These functions provide the ability for generating probability function values and cumulative probability function values for the Multiplicative Binomial Distribution.
Arguments
- x
vector of binomial random variables.
- n
single value for no of binomial trials.
- p
single value for probability of success.
- theta
single value for theta.
Details
The probability function and cumulative function can be constructed and are denoted below
The cumulative probability function is the summation of probability function values.
$$P_{MultiBin}(x)= {n \choose x} p^x (1-p)^{n-x} \frac{(theta^{x(n-x)}}{f(p,theta,n)} $$
here \(f(p,theta,n)\) is $$f(p,theta,n)= \sum_{k=0}^{n} {n \choose k} p^k (1-p)^{n-k} (theta^{k(n-k)} )$$
$$x = 0,1,2,3,...n$$ $$n = 1,2,3,...$$ $$k = 0,1,2,...,n$$ $$0 < p < 1$$ $$0 < theta $$
NOTE : If input parameters are not in given domain conditions necessary error messages will be provided to go further.
References
Johnson NL, Kemp AW, Kotz S (2005).

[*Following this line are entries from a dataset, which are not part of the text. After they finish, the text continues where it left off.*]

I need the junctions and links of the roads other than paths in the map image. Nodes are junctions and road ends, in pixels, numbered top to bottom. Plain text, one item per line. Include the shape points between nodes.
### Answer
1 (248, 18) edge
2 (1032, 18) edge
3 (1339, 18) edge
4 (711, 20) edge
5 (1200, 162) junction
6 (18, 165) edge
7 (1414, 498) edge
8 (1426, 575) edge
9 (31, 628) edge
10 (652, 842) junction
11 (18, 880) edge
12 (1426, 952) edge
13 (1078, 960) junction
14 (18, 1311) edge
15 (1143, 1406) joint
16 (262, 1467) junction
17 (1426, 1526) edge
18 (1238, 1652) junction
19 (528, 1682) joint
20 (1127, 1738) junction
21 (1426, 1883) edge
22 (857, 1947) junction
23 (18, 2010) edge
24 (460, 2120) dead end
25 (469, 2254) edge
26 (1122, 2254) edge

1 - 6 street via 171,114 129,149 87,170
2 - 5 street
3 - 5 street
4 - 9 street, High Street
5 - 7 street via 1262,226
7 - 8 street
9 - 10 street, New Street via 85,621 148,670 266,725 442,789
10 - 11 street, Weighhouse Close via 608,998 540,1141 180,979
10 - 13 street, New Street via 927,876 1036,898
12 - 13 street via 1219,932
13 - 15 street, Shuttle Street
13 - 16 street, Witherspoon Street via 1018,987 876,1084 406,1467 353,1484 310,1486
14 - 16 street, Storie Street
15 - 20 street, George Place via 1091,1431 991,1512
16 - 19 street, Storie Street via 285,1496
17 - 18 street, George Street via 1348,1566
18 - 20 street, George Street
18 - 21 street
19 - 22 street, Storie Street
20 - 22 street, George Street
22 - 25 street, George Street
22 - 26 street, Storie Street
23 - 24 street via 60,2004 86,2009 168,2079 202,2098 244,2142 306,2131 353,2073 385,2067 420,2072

Univariate discrete distributions, volume 444. John Wiley and Sons. Kupper LL, Haseman JK (1978). “The use of a correlated binomial model for the analysis of certain toxicological experiments.” Biometrics, 69--76. Paul SR (1985). “A three-parameter generalization of the binomial distribution.” History and Philosophy of Logic, 14(6), 1497--1506.
Examples
#plotting the random variables and probability values
col <- rainbow(5)
a <- c(0.58,0.59,0.6,0.61,0.62)
b <- c(0.022,0.023,0.024,0.025,0.026)
plot(0,0,main="Multiplicative binomial probability function graph",xlab="Binomial random variable",
ylab="Probability function values",xlim = c(0,10),ylim = c(0,0.5))
for (i in 1:5)
{
lines(0:10,dMultiBin(0:10,10,a[i],1+b[i])$pdf,col = col[i],lwd=2.85)

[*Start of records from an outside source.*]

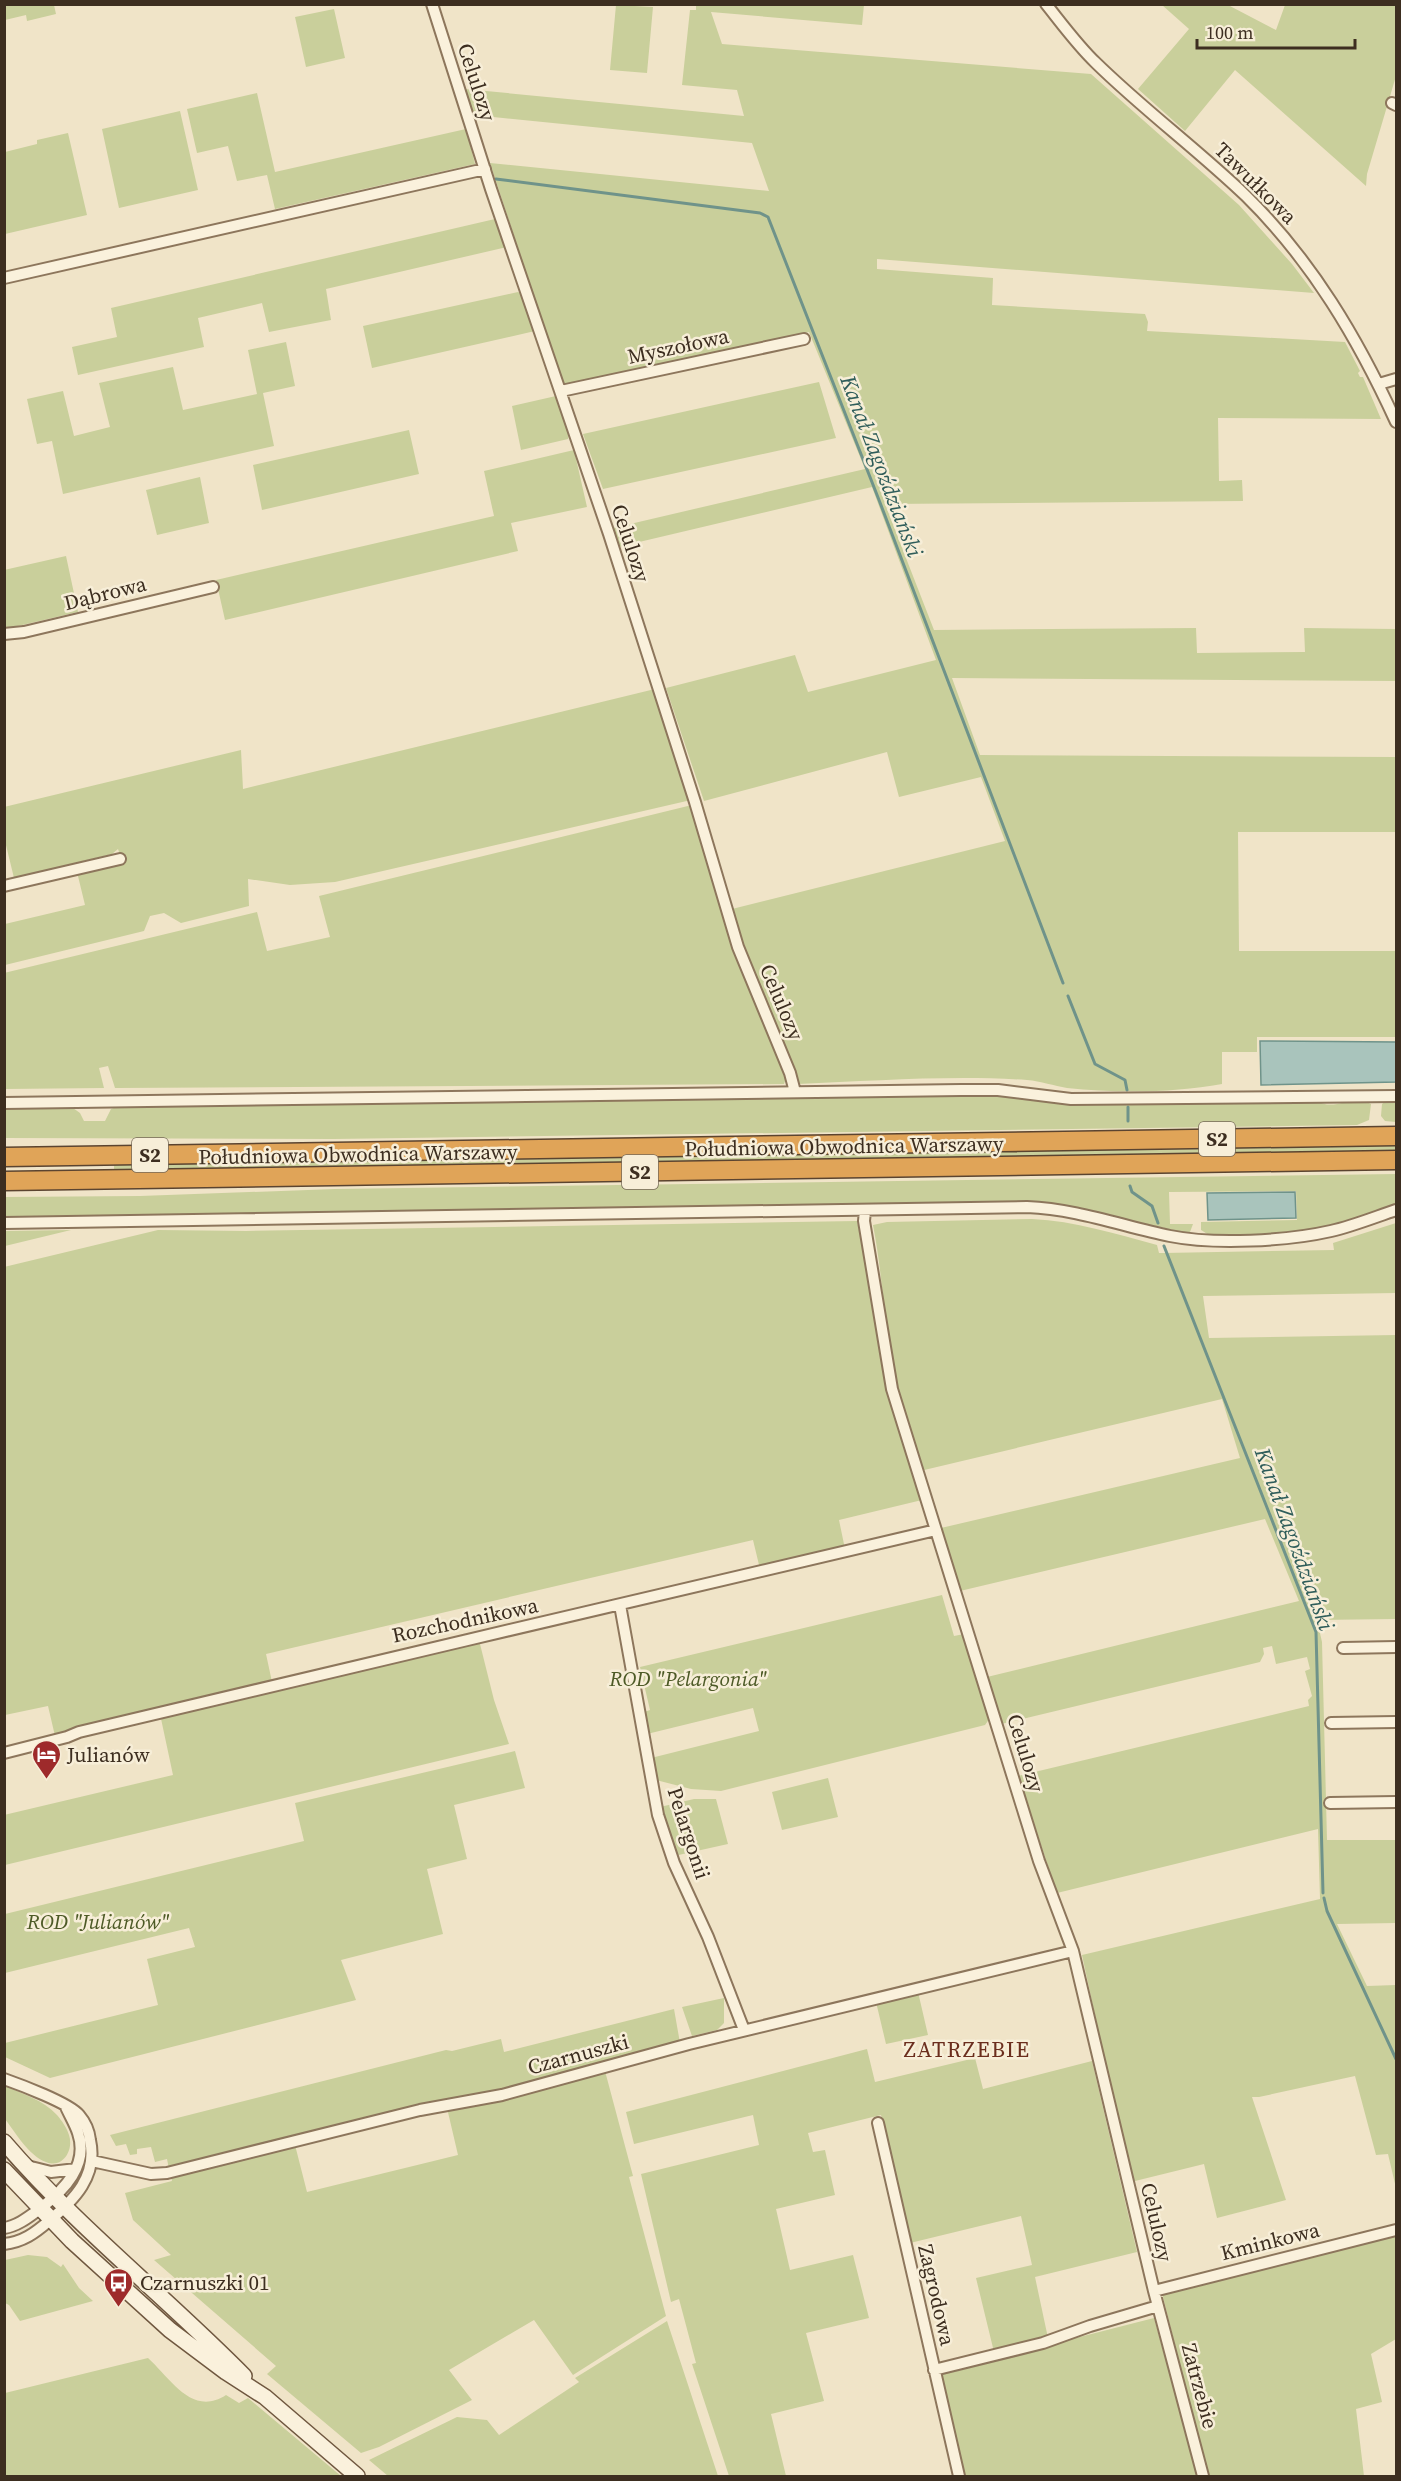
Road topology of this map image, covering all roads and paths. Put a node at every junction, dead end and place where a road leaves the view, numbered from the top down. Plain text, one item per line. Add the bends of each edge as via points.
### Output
1 (432, 4) edge
2 (1046, 4) edge
3 (486, 173) junction
4 (4, 278) edge
5 (804, 339) dead end
6 (1396, 379) edge
7 (1379, 384) junction
8 (561, 391) junction
9 (1396, 422) edge
10 (213, 586) dead end
11 (4, 634) edge
12 (120, 859) dead end
13 (4, 886) edge
14 (795, 1092) junction
15 (1396, 1096) edge
16 (4, 1103) edge
17 (1396, 1136) edge
18 (7, 1156) edge
19 (1396, 1160) edge
20 (4, 1181) edge
21 (1396, 1210) edge
22 (865, 1211) junction
23 (4, 1223) edge
24 (936, 1530) junction
25 (620, 1605) junction
26 (1396, 1647) edge
27 (1343, 1648) dead end
28 (1396, 1722) edge
29 (1331, 1723) dead end
30 (4, 1753) edge
31 (1396, 1802) edge
32 (1330, 1803) dead end
33 (1073, 1951) junction
34 (744, 2030) junction
35 (4, 2079) edge
36 (66, 2108) junction
37 (878, 2123) dead end
38 (4, 2142) edge
39 (92, 2161) junction
40 (26, 2165) junction
41 (76, 2169) junction
42 (4, 2170) edge
43 (60, 2202) junction
44 (45, 2214) junction
45 (4, 2228) edge
46 (1396, 2230) edge
47 (4, 2244) edge
48 (1154, 2291) junction
49 (1158, 2306) junction
50 (934, 2370) junction
51 (265, 2397) junction
52 (357, 2476) edge
53 (958, 2476) edge
54 (1203, 2476) edge

1 - 3 street, Celulozy
2 - 7 street, Tawułkowa via 1095,62 1246,196 1276,228 1330,298
3 - 4 street
3 - 8 street, Celulozy
5 - 8 street, Myszołowa
6 - 7 street
7 - 9 street, Tawułkowa
8 - 14 street, Celulozy via 695,802 738,947
10 - 11 street, Dąbrowa
12 - 13 street
14 - 15 street via 998,1090 1082,1100
14 - 16 street
17 - 18 highway, Południowa Obwodnica Warszawy / S2
19 - 20 highway, Południowa Obwodnica Warszawy / S2
21 - 22 street via 1314,1234 1212,1240 1170,1236 1049,1208
22 - 23 street
22 - 24 street, Celulozy via 892,1389
24 - 25 street, Rozchodnikowa
24 - 33 street, Celulozy via 1039,1861
25 - 30 street, Rozchodnikowa via 224,1696
25 - 34 street, Pelargonii via 658,1815
26 - 27 street
28 - 29 street
31 - 32 street
33 - 34 street, Czarnuszki
33 - 48 street, Celulozy
34 - 39 street, Czarnuszki via 502,2095 420,2110 161,2174
35 - 36 street
36 - 39 street via 74,2110 85,2124
36 - 41 street via 80,2141
37 - 50 street, Zagrodowa
38 - 40 main road
39 - 43 street via 82,2188
40 - 41 street via 51,2172
40 - 43 main road
41 - 43 street
42 - 44 main road
43 - 44 street
43 - 51 main road
44 - 45 street
44 - 47 street via 28,2238
44 - 51 main road via 170,2330
46 - 48 street, Kminkowa
48 - 49 street, Celulozy
49 - 50 street via 1043,2343
49 - 54 street, Zatrzebie
50 - 53 street, Zagrodowa
51 - 52 main road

points(0:10,dMultiBin(0:10,10,a[i],1+b[i])$pdf,col = col[i],pch=16)
}
dMultiBin(0:10,10,.58,10.022)$pdf #extracting the pdf values
#> [1] 6.364309e-29 8.964365e-19 5.657070e-11 2.106255e-05 5.123785e-02
#> [6] 8.509524e-01 9.771209e-02 7.659947e-05 3.923411e-10 1.185630e-17
#> [11] 1.605234e-27
dMultiBin(0:10,10,.58,10.022)$mean #extracting the mean
#> [1] 5.046585
dMultiBin(0:10,10,.58,10.022)$var #extracting the variance
#> [1] 0.1471704
#plotting random variables and cumulative probability values
col <- rainbow(5)
a <- c(0.58,0.59,0.6,0.61,0.62)
b <- c(0.022,0.023,0.024,0.025,0.026)
plot(0,0,main="Multiplicative binomial probability function graph",xlab="Binomial random variable",
ylab="Probability function values",xlim = c(0,10),ylim = c(0,1))
for (i in 1:5)
{
lines(0:10,pMultiBin(0:10,10,a[i],1+b[i]),col = col[i],lwd=2.85)

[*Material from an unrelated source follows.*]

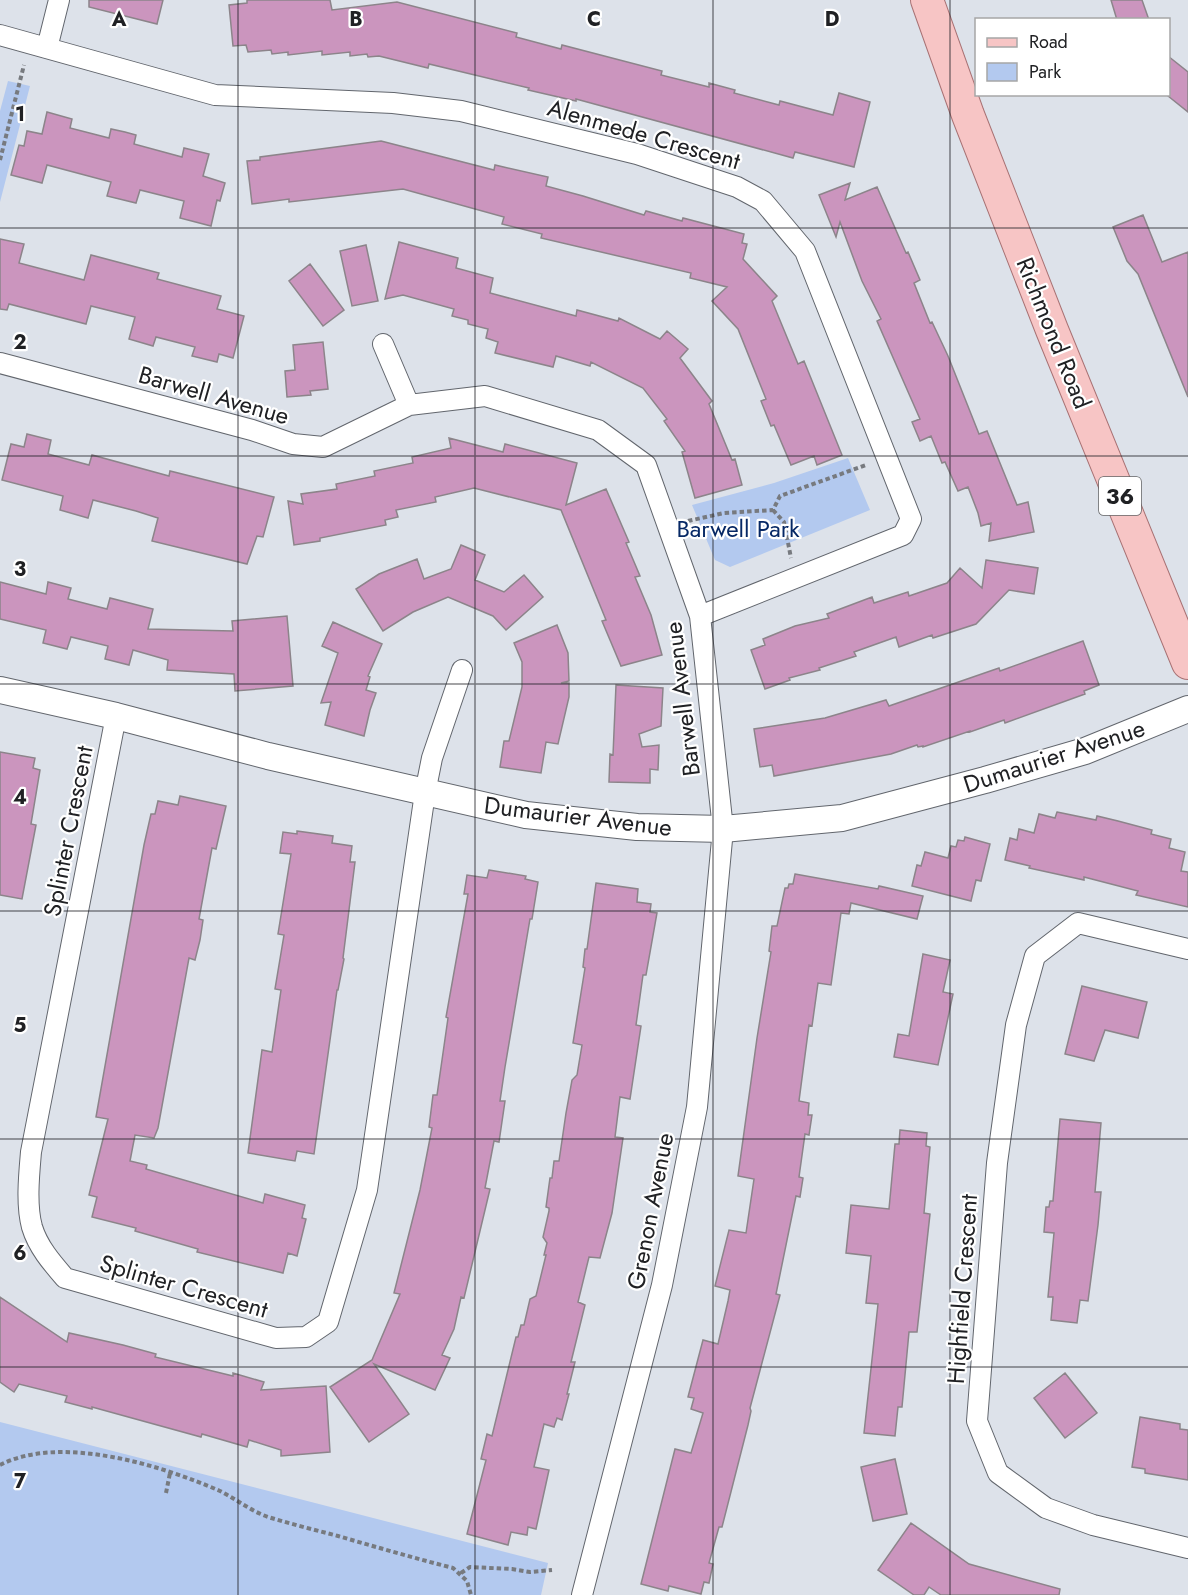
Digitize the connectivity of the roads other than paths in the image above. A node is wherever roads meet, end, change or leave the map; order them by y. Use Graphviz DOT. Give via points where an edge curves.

points(0:10,pMultiBin(0:10,10,a[i],1+b[i]),col = col[i],pch=16)
}
pMultiBin(0:10,10,.58,10.022) #acquiring the cumulative probability values
#> [1] 6.364309e-29 8.964365e-19 5.657070e-11 2.106261e-05 5.125891e-02
#> [6] 9.022113e-01 9.999234e-01 1.000000e+00 1.000000e+00 1.000000e+00
#> [11] 1.000000e+00